» **Work task**:
The records that follow should be copied in full, exactly as they read.

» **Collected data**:
[Start of section]

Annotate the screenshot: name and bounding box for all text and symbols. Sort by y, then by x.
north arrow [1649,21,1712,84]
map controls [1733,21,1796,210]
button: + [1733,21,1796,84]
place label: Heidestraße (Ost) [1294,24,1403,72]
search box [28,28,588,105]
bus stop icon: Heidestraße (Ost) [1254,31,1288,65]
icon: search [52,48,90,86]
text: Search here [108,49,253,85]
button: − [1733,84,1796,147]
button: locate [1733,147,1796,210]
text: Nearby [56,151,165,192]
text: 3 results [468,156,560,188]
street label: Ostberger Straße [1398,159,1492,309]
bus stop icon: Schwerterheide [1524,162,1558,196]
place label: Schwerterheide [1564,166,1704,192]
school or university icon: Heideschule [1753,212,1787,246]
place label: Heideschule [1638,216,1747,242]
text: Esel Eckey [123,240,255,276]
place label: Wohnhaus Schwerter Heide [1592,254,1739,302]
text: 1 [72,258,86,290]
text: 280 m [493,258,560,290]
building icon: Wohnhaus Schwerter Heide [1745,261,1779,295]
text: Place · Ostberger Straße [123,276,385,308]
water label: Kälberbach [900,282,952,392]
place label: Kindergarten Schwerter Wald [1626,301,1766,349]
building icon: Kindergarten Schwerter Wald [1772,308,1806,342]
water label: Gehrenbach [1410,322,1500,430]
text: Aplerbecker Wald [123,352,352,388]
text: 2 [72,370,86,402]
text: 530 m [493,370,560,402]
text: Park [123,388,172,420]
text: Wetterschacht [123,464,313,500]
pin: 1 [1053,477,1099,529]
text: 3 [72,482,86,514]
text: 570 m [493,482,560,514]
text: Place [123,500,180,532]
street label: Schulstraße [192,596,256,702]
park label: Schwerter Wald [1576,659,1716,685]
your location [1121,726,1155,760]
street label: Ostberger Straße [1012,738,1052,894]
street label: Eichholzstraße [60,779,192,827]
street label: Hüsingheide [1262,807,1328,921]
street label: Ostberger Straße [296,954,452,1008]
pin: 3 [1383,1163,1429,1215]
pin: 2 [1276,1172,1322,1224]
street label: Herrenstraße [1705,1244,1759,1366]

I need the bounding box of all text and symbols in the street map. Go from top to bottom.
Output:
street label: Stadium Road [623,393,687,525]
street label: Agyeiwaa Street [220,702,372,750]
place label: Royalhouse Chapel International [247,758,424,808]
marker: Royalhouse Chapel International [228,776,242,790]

[End of section]

» **Answer to this task**:
Annotate the screenshot: name and bounding box for all text and symbols. Sort by y, then by x.
north arrow [1649,21,1712,84]
map controls [1733,21,1796,210]
button: + [1733,21,1796,84]
place label: Heidestraße (Ost) [1294,24,1403,72]
search box [28,28,588,105]
bus stop icon: Heidestraße (Ost) [1254,31,1288,65]
icon: search [52,48,90,86]
text: Search here [108,49,253,85]
button: − [1733,84,1796,147]
button: locate [1733,147,1796,210]
text: Nearby [56,151,165,192]
text: 3 results [468,156,560,188]
street label: Ostberger Straße [1398,159,1492,309]
bus stop icon: Schwerterheide [1524,162,1558,196]
place label: Schwerterheide [1564,166,1704,192]
school or university icon: Heideschule [1753,212,1787,246]
place label: Heideschule [1638,216,1747,242]
text: Esel Eckey [123,240,255,276]
place label: Wohnhaus Schwerter Heide [1592,254,1739,302]
text: 1 [72,258,86,290]
text: 280 m [493,258,560,290]
building icon: Wohnhaus Schwerter Heide [1745,261,1779,295]
text: Place · Ostberger Straße [123,276,385,308]
water label: Kälberbach [900,282,952,392]
place label: Kindergarten Schwerter Wald [1626,301,1766,349]
building icon: Kindergarten Schwerter Wald [1772,308,1806,342]
water label: Gehrenbach [1410,322,1500,430]
text: Aplerbecker Wald [123,352,352,388]
text: 2 [72,370,86,402]
text: 530 m [493,370,560,402]
text: Park [123,388,172,420]
text: Wetterschacht [123,464,313,500]
pin: 1 [1053,477,1099,529]
text: 3 [72,482,86,514]
text: 570 m [493,482,560,514]
text: Place [123,500,180,532]
street label: Schulstraße [192,596,256,702]
park label: Schwerter Wald [1576,659,1716,685]
your location [1121,726,1155,760]
street label: Ostberger Straße [1012,738,1052,894]
street label: Eichholzstraße [60,779,192,827]
street label: Hüsingheide [1262,807,1328,921]
street label: Ostberger Straße [296,954,452,1008]
pin: 3 [1383,1163,1429,1215]
pin: 2 [1276,1172,1322,1224]
street label: Herrenstraße [1705,1244,1759,1366]

I need the bounding box of all text and symbols in the street map. Go from top to bottom.
Output:
street label: Stadium Road [623,393,687,525]
street label: Agyeiwaa Street [220,702,372,750]
place label: Royalhouse Chapel International [247,758,424,808]
marker: Royalhouse Chapel International [228,776,242,790]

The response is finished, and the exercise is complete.